County spokesman Lee Catlin says the trouble started in August when Forest Lakes residents began complaining. Slonaker was asked to remove the offending flag, van and signs and flatly refused.

"I said, 'That's it,' and started being obstinate, and they're taking me to court," says Slonaker.

"We have no problem with the American flag," says Catlin, but the county considers the Arby's flag a sign, and that's not allowed. "He's flying something to promote his business, not his patriotism," she adds.

To Slonaker, it comes down to a matter of property rights. "It's my property, and I'll fly that flag," he says, insisting also that he should be able to park his van wherever he wants on his property and put signs in the windows of his store. He calls the county's enforcement "arbitrary," "capricious," and downright "anti-business."

What's the problem with parking a van in front of one's business? "The way he's altered it falls under the definition of a sign," says Catlin. "The purpose of it is to advertise his business."

Slonaker doesn't necessarily see that as a bad thing.

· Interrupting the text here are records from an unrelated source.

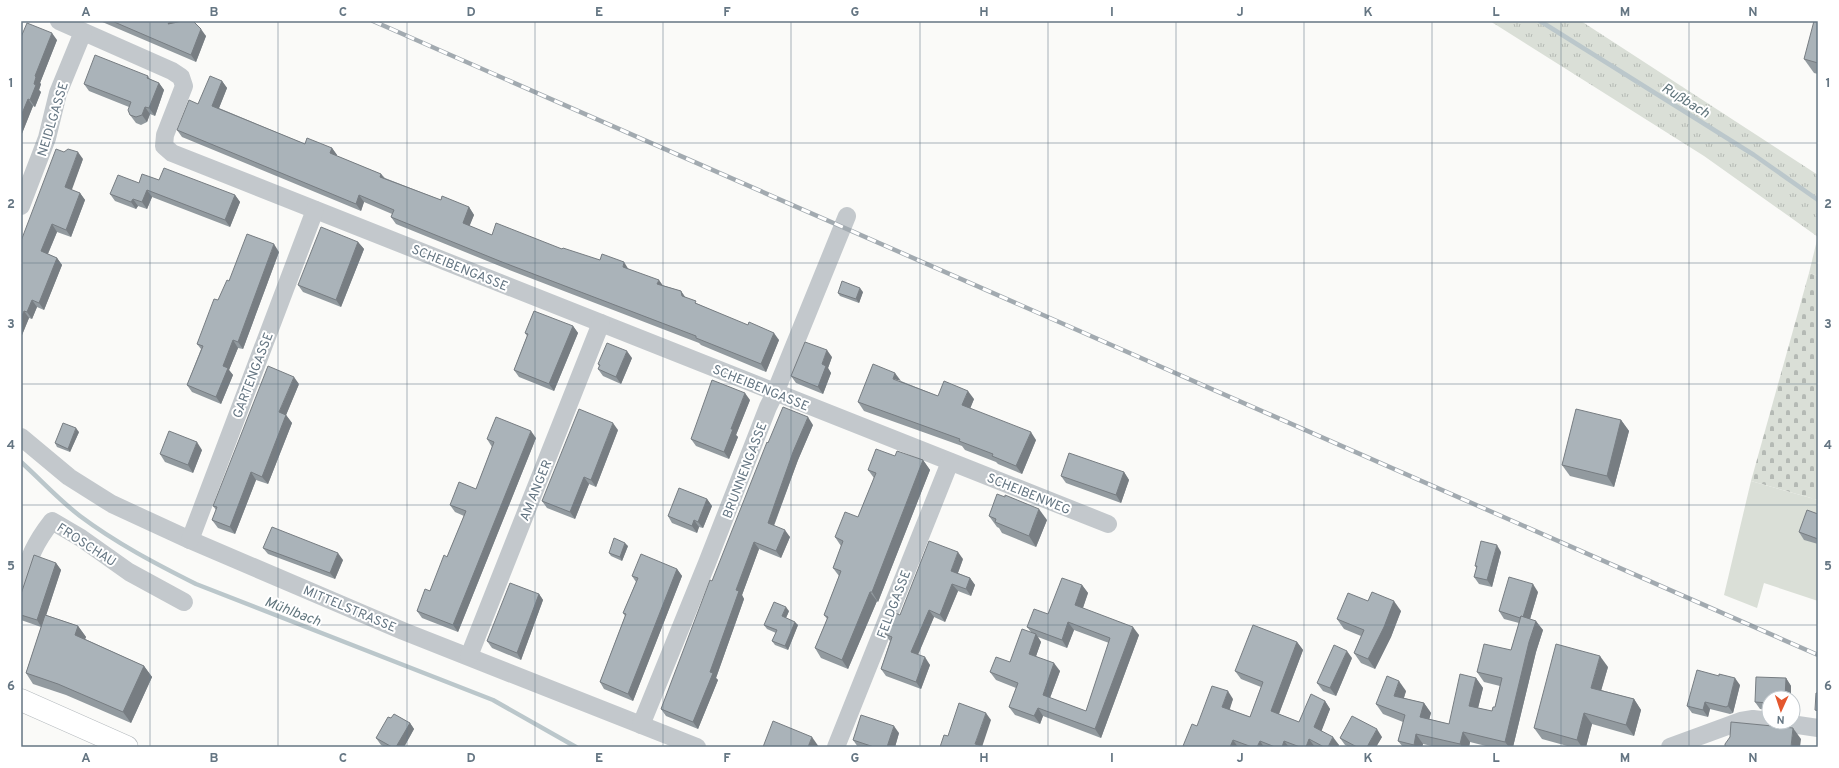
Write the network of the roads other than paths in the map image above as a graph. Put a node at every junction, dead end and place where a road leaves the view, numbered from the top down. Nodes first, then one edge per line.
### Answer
1 (59, 21) edge
2 (83, 32) junction
3 (21, 206) edge
4 (315, 210) junction
5 (847, 216) dead end
6 (601, 323) junction
7 (775, 393) junction
8 (21, 437) edge
9 (950, 462) junction
10 (1108, 524) dead end
11 (190, 540) junction
12 (21, 584) edge
13 (184, 602) dead end
14 (469, 656) junction
15 (21, 700) edge
16 (1761, 720) edge
17 (641, 725) junction
18 (1729, 725) junction
19 (1801, 726) edge
20 (1818, 728) edge
21 (127, 747) edge
22 (697, 747) edge
23 (836, 747) edge
24 (1670, 747) edge
25 (1727, 747) edge

1 - 2 street, SCHEIBENGASSE
2 - 3 street, NEIDLGASSE
2 - 4 street, SCHEIBENGASSE
4 - 6 street, SCHEIBENGASSE
4 - 11 street, GARTENGASSE
5 - 7 street, BRUNNENGASSE
6 - 7 street, SCHEIBENGASSE
6 - 14 street, AM ANGER
7 - 9 street, SCHEIBENGASSE
7 - 17 street, BRUNNENGASSE
8 - 11 street, MITTELSTRASSE
9 - 10 street, SCHEIBENWEG
9 - 23 street, FELDGASSE
11 - 14 street, MITTELSTRASSE
12 - 13 street, FROSCHAU
14 - 17 street, MITTELSTRASSE
15 - 21 main road
16 - 18 street
17 - 22 street, MITTELSTRASSE
18 - 24 street
18 - 25 street
19 - 20 street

He claims that in the three years he's been at the Forest Lakes location he's lost money by adhering to the county's demands.

When he opened the restaurant, he wasn't allowed to use the basic, easily recognized Arby's designs "because it wasn't Jeffersonian." That design, says Slonaker, is a proven winner that usually generates over $1 million in revenues. His store's take is significantly under that.

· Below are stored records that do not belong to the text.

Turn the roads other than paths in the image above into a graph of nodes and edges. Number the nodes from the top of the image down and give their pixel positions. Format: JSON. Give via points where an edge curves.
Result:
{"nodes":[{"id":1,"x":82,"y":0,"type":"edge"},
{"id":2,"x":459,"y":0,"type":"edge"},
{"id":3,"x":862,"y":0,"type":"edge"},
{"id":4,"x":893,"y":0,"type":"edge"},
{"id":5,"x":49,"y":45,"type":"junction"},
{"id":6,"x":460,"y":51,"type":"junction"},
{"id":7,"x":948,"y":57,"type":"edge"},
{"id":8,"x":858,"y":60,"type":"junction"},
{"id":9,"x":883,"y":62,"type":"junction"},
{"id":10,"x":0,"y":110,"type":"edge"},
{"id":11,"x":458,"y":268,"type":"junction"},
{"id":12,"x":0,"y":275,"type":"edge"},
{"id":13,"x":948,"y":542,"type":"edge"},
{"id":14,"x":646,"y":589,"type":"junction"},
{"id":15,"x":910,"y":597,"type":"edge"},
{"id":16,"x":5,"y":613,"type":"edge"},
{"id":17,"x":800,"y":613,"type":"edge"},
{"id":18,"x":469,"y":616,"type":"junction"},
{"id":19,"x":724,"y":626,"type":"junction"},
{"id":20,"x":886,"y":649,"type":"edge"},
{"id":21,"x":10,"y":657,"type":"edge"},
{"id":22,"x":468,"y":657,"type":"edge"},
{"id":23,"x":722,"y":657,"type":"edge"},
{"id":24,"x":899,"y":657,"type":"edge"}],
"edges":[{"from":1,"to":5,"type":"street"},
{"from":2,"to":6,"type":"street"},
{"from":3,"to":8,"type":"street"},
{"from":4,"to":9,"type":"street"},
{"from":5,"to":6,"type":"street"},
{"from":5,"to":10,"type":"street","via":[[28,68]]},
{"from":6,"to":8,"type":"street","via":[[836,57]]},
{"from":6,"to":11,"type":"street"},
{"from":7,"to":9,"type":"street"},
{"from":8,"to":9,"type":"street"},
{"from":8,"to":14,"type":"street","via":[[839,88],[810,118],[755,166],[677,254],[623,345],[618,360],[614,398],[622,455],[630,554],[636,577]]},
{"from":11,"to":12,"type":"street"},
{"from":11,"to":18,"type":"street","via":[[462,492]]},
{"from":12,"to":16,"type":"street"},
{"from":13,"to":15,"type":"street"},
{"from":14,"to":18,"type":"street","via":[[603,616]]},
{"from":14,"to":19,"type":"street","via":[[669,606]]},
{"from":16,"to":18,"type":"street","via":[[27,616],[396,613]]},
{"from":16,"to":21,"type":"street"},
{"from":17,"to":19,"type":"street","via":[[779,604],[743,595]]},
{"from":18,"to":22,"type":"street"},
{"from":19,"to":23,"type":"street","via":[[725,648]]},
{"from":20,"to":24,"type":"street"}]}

"We're seeing our business struggle," he says, blaming county requirements for a small sign instead of the traditional giant Arby's 10-gallon-hat sign. He believes low lights and a building that doesn't stand out also prevent customers from knowing he's there.

Catlin says Albemarle County doesn't want to be in an adversarial position with a business, but she cites safety and aesthetic issues, as well as community values. The posters in the window affect safety, she says, because they prevent police officers from being able to see the cash register when they drive by.

And 29 north is an entrance corridor that the county doesn't want to look cluttered. "The community has high expectations of visual quality," she notes.

Forest Lakes resident John MacDonald concurs. "I don't think anyone in Forest Lakes wants the entrance corridor in front of us to end up like the urban sprawl around Fashion Square Mall."

Slonaker, who describes his business as "an upscale restaurant for fast food," sees nothing wrong with the standard Arby's "pinnacle" design, which he says is similar to the revamped KFC on Emmet Street.

Currently Slonaker is facing a $100 fine for each of his three violations, and penalties could be assessed as high as $2,400 when he goes to court January 27, according to Catlin.

Slonaker is prepared to fight. "I do not want to come across as mad or vindictive," he says. "I want to be treated fairly, and I'm willing to commit personal resources."

Apparently Slonaker's ad has touched a nerve among county business owners. Since he appeared on a WINA talk show on December 30, "I can't keep up with the calls," he says, and he estimates he's gotten 35 supportive emails.

Allen Powell, who owns Pyramid Construction, is one of those who contacted Slonaker. Powell is moving his business to Louisa County, taking with him the $200,000 in equipment taxes he pays every year. The reason? "The County of Albemarle," replies Powell. "It's like you don't even own your own property. It's like socialism."

Powell thinks Albemarle's building and zoning requirements are so complicated and bureaucratic that it "takes a Philadelphia lawyer to figure out what to do."

However, Catlin contends that if the community doesn't like the zoning standards, the correct course is to change the ordinances.

Forest Laker MacDonald commends the zoning department for citing Arby's, an action that he believes most of his neighbors support. "We want the county to strictly enforce the zoning ordinances," he says.

Slonaker has an agreement with Arby's to build five stores, but he's decided against building the next one on Pantops because of what he calls Albemarle County's micromanagement of issues he considers ridiculous such as taking him to court over the Arby's flag.

"Zion Crossroads looks more and more attractive," he says.